Marvell's Intel Deal Creates Few Fans

 

After weeks of rumors, Intel(INTC) has sold off the first significant chunk of its business as part of its plan to refocus the company.

But while the $600 million Intel reaped for its line of handheld communications and application processors didn't excite its own shareholders, it went over like rotten fish among investors of the firm on the other side of the table -- Marvell Technology(MRVL).

Shares of Marvell plunged 15%, or $7.76, to close at $44.14. Intel's stock slipped 23 cents, or 1.3%, to $18.05 amid Tuesday's broader market downturn.

The deal gives Marvell an entry into the cell-phone handset business, one of the hottest semiconductor markets in recent months. But the near-term dent it will put in Marvell's margins, along with the fact that the business is not best of breed, seemed to be foremost on investors' minds.

"This isn't the first time the company's made a significant acquisition," says Doug Whitman, of Whitman Capital, which has a position in Marvell. "[But] this is the first time they've done a dilutive acquisition that's going to be significant in the short term."

According to Marvell's management, the X-Scale application processor and the baseband processor businesses it acquired generate about $100 million a quarter combined.

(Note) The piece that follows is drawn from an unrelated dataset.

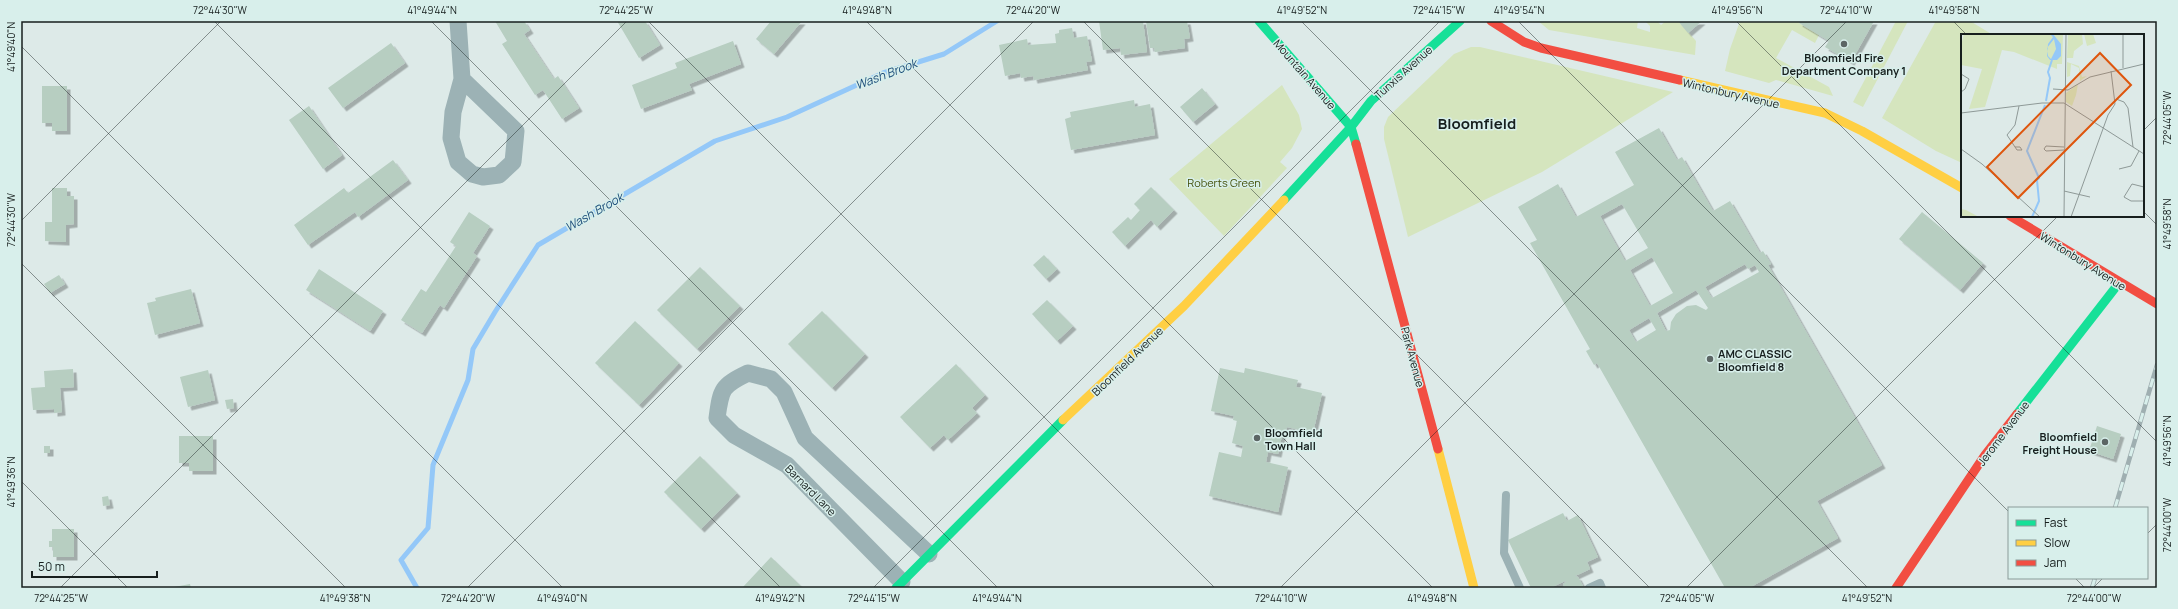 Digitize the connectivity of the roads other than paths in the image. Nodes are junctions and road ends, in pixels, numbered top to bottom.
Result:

Under Intel's roof, both businesses had operating losses.

The acquisition will hurt Marvell's earnings by 10% in the fourth quarter of fiscal 2007, and roughly 5% throughout 2008. But Marvell has set an aggressive timetable to turn things around by the fourth quarter of 2008.

The acquisition will give Marvell a long-term gross margin of 50%, which Stifel Nicolaus analyst Cody Acree said is lower than the company's previous long-term guidance of 53% gross margins.

Marvell CEO Sehat Sutardja, however, sees the deal giving Marvell a unique chance to move into the cell-phone market with a running start.